Collection entries:
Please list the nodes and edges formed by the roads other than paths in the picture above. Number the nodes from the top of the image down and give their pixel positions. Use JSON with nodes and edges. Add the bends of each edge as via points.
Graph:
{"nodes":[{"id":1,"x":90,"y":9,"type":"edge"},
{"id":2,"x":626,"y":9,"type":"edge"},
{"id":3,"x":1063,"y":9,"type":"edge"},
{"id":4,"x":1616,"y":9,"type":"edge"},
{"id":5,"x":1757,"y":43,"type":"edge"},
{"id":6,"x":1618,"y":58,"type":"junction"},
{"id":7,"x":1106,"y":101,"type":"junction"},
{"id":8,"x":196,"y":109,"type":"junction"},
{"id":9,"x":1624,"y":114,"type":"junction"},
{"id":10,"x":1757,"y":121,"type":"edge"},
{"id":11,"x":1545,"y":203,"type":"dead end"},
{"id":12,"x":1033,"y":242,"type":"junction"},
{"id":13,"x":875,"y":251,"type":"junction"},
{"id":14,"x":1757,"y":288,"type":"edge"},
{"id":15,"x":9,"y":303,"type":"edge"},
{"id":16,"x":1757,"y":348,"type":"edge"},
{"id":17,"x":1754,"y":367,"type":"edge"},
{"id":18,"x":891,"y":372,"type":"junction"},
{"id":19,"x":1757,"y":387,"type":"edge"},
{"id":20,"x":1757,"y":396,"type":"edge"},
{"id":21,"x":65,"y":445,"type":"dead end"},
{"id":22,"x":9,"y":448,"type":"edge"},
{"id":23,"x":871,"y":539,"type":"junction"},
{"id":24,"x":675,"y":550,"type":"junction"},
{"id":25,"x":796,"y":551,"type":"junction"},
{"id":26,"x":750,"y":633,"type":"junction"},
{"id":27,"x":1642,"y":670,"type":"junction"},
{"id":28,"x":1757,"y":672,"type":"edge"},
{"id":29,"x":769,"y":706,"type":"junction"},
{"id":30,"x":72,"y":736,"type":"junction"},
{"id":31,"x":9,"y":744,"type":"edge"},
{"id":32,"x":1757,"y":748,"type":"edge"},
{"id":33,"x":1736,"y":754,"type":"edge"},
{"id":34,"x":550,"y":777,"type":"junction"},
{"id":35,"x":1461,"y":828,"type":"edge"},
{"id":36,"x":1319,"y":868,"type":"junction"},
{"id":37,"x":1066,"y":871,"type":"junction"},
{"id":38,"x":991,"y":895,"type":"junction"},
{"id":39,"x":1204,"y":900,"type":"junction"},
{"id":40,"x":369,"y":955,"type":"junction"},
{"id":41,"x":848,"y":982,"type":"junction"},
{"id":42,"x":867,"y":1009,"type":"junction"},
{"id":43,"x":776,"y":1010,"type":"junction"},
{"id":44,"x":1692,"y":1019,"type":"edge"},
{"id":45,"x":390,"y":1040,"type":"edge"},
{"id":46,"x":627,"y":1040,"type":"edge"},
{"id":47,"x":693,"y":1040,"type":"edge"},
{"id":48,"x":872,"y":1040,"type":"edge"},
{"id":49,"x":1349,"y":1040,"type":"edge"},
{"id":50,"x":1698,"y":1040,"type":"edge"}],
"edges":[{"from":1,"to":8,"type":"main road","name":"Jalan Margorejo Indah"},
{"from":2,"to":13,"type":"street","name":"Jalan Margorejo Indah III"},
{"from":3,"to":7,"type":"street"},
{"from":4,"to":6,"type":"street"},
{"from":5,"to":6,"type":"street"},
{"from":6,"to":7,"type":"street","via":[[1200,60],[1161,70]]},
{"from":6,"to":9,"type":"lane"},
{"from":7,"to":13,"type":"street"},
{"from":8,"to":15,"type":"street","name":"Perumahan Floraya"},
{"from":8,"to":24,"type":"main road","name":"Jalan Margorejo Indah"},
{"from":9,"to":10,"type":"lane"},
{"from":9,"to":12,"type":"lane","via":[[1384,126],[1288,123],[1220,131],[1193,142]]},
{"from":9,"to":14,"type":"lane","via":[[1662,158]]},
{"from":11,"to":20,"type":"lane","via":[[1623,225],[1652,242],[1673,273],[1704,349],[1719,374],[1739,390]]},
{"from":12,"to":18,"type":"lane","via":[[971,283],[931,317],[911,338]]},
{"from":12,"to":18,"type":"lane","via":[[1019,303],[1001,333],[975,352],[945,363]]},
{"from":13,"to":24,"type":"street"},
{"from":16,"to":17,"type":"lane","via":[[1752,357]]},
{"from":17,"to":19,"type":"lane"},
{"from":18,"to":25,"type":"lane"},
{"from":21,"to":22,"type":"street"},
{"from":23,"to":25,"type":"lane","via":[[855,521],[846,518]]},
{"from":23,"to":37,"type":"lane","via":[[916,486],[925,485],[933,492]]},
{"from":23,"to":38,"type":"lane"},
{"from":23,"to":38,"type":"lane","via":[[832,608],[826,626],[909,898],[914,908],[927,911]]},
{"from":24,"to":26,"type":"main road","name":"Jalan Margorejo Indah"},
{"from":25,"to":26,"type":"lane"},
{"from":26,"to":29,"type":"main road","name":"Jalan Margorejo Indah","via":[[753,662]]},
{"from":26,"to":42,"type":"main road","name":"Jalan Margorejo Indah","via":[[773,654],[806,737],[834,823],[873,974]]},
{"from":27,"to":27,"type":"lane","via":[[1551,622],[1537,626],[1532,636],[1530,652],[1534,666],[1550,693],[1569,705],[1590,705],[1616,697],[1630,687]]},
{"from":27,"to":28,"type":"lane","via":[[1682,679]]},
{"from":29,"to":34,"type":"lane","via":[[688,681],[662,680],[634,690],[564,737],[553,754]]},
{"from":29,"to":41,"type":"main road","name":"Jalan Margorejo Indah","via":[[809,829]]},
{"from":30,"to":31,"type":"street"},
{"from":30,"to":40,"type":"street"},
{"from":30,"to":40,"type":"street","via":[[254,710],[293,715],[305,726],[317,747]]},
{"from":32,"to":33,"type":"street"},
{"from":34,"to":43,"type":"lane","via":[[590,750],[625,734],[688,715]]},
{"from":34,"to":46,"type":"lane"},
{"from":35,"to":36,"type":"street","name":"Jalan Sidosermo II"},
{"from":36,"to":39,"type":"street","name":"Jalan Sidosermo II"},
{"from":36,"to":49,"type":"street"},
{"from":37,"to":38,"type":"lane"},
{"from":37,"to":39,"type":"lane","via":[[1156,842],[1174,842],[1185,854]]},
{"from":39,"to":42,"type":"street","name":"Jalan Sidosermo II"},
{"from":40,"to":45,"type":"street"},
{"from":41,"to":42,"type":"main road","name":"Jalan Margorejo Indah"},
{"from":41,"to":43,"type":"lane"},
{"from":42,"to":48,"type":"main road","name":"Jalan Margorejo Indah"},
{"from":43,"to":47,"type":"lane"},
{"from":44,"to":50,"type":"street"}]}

Directions: Repeat every record, keeping each word and mark exactly as it is.

Solution for this task:
Please list the nodes and edges formed by the roads other than paths in the picture above. Number the nodes from the top of the image down and give their pixel positions. Use JSON with nodes and edges. Add the bends of each edge as via points.
Graph:
{"nodes":[{"id":1,"x":90,"y":9,"type":"edge"},
{"id":2,"x":626,"y":9,"type":"edge"},
{"id":3,"x":1063,"y":9,"type":"edge"},
{"id":4,"x":1616,"y":9,"type":"edge"},
{"id":5,"x":1757,"y":43,"type":"edge"},
{"id":6,"x":1618,"y":58,"type":"junction"},
{"id":7,"x":1106,"y":101,"type":"junction"},
{"id":8,"x":196,"y":109,"type":"junction"},
{"id":9,"x":1624,"y":114,"type":"junction"},
{"id":10,"x":1757,"y":121,"type":"edge"},
{"id":11,"x":1545,"y":203,"type":"dead end"},
{"id":12,"x":1033,"y":242,"type":"junction"},
{"id":13,"x":875,"y":251,"type":"junction"},
{"id":14,"x":1757,"y":288,"type":"edge"},
{"id":15,"x":9,"y":303,"type":"edge"},
{"id":16,"x":1757,"y":348,"type":"edge"},
{"id":17,"x":1754,"y":367,"type":"edge"},
{"id":18,"x":891,"y":372,"type":"junction"},
{"id":19,"x":1757,"y":387,"type":"edge"},
{"id":20,"x":1757,"y":396,"type":"edge"},
{"id":21,"x":65,"y":445,"type":"dead end"},
{"id":22,"x":9,"y":448,"type":"edge"},
{"id":23,"x":871,"y":539,"type":"junction"},
{"id":24,"x":675,"y":550,"type":"junction"},
{"id":25,"x":796,"y":551,"type":"junction"},
{"id":26,"x":750,"y":633,"type":"junction"},
{"id":27,"x":1642,"y":670,"type":"junction"},
{"id":28,"x":1757,"y":672,"type":"edge"},
{"id":29,"x":769,"y":706,"type":"junction"},
{"id":30,"x":72,"y":736,"type":"junction"},
{"id":31,"x":9,"y":744,"type":"edge"},
{"id":32,"x":1757,"y":748,"type":"edge"},
{"id":33,"x":1736,"y":754,"type":"edge"},
{"id":34,"x":550,"y":777,"type":"junction"},
{"id":35,"x":1461,"y":828,"type":"edge"},
{"id":36,"x":1319,"y":868,"type":"junction"},
{"id":37,"x":1066,"y":871,"type":"junction"},
{"id":38,"x":991,"y":895,"type":"junction"},
{"id":39,"x":1204,"y":900,"type":"junction"},
{"id":40,"x":369,"y":955,"type":"junction"},
{"id":41,"x":848,"y":982,"type":"junction"},
{"id":42,"x":867,"y":1009,"type":"junction"},
{"id":43,"x":776,"y":1010,"type":"junction"},
{"id":44,"x":1692,"y":1019,"type":"edge"},
{"id":45,"x":390,"y":1040,"type":"edge"},
{"id":46,"x":627,"y":1040,"type":"edge"},
{"id":47,"x":693,"y":1040,"type":"edge"},
{"id":48,"x":872,"y":1040,"type":"edge"},
{"id":49,"x":1349,"y":1040,"type":"edge"},
{"id":50,"x":1698,"y":1040,"type":"edge"}],
"edges":[{"from":1,"to":8,"type":"main road","name":"Jalan Margorejo Indah"},
{"from":2,"to":13,"type":"street","name":"Jalan Margorejo Indah III"},
{"from":3,"to":7,"type":"street"},
{"from":4,"to":6,"type":"street"},
{"from":5,"to":6,"type":"street"},
{"from":6,"to":7,"type":"street","via":[[1200,60],[1161,70]]},
{"from":6,"to":9,"type":"lane"},
{"from":7,"to":13,"type":"street"},
{"from":8,"to":15,"type":"street","name":"Perumahan Floraya"},
{"from":8,"to":24,"type":"main road","name":"Jalan Margorejo Indah"},
{"from":9,"to":10,"type":"lane"},
{"from":9,"to":12,"type":"lane","via":[[1384,126],[1288,123],[1220,131],[1193,142]]},
{"from":9,"to":14,"type":"lane","via":[[1662,158]]},
{"from":11,"to":20,"type":"lane","via":[[1623,225],[1652,242],[1673,273],[1704,349],[1719,374],[1739,390]]},
{"from":12,"to":18,"type":"lane","via":[[971,283],[931,317],[911,338]]},
{"from":12,"to":18,"type":"lane","via":[[1019,303],[1001,333],[975,352],[945,363]]},
{"from":13,"to":24,"type":"street"},
{"from":16,"to":17,"type":"lane","via":[[1752,357]]},
{"from":17,"to":19,"type":"lane"},
{"from":18,"to":25,"type":"lane"},
{"from":21,"to":22,"type":"street"},
{"from":23,"to":25,"type":"lane","via":[[855,521],[846,518]]},
{"from":23,"to":37,"type":"lane","via":[[916,486],[925,485],[933,492]]},
{"from":23,"to":38,"type":"lane"},
{"from":23,"to":38,"type":"lane","via":[[832,608],[826,626],[909,898],[914,908],[927,911]]},
{"from":24,"to":26,"type":"main road","name":"Jalan Margorejo Indah"},
{"from":25,"to":26,"type":"lane"},
{"from":26,"to":29,"type":"main road","name":"Jalan Margorejo Indah","via":[[753,662]]},
{"from":26,"to":42,"type":"main road","name":"Jalan Margorejo Indah","via":[[773,654],[806,737],[834,823],[873,974]]},
{"from":27,"to":27,"type":"lane","via":[[1551,622],[1537,626],[1532,636],[1530,652],[1534,666],[1550,693],[1569,705],[1590,705],[1616,697],[1630,687]]},
{"from":27,"to":28,"type":"lane","via":[[1682,679]]},
{"from":29,"to":34,"type":"lane","via":[[688,681],[662,680],[634,690],[564,737],[553,754]]},
{"from":29,"to":41,"type":"main road","name":"Jalan Margorejo Indah","via":[[809,829]]},
{"from":30,"to":31,"type":"street"},
{"from":30,"to":40,"type":"street"},
{"from":30,"to":40,"type":"street","via":[[254,710],[293,715],[305,726],[317,747]]},
{"from":32,"to":33,"type":"street"},
{"from":34,"to":43,"type":"lane","via":[[590,750],[625,734],[688,715]]},
{"from":34,"to":46,"type":"lane"},
{"from":35,"to":36,"type":"street","name":"Jalan Sidosermo II"},
{"from":36,"to":39,"type":"street","name":"Jalan Sidosermo II"},
{"from":36,"to":49,"type":"street"},
{"from":37,"to":38,"type":"lane"},
{"from":37,"to":39,"type":"lane","via":[[1156,842],[1174,842],[1185,854]]},
{"from":39,"to":42,"type":"street","name":"Jalan Sidosermo II"},
{"from":40,"to":45,"type":"street"},
{"from":41,"to":42,"type":"main road","name":"Jalan Margorejo Indah"},
{"from":41,"to":43,"type":"lane"},
{"from":42,"to":48,"type":"main road","name":"Jalan Margorejo Indah"},
{"from":43,"to":47,"type":"lane"},
{"from":44,"to":50,"type":"street"}]}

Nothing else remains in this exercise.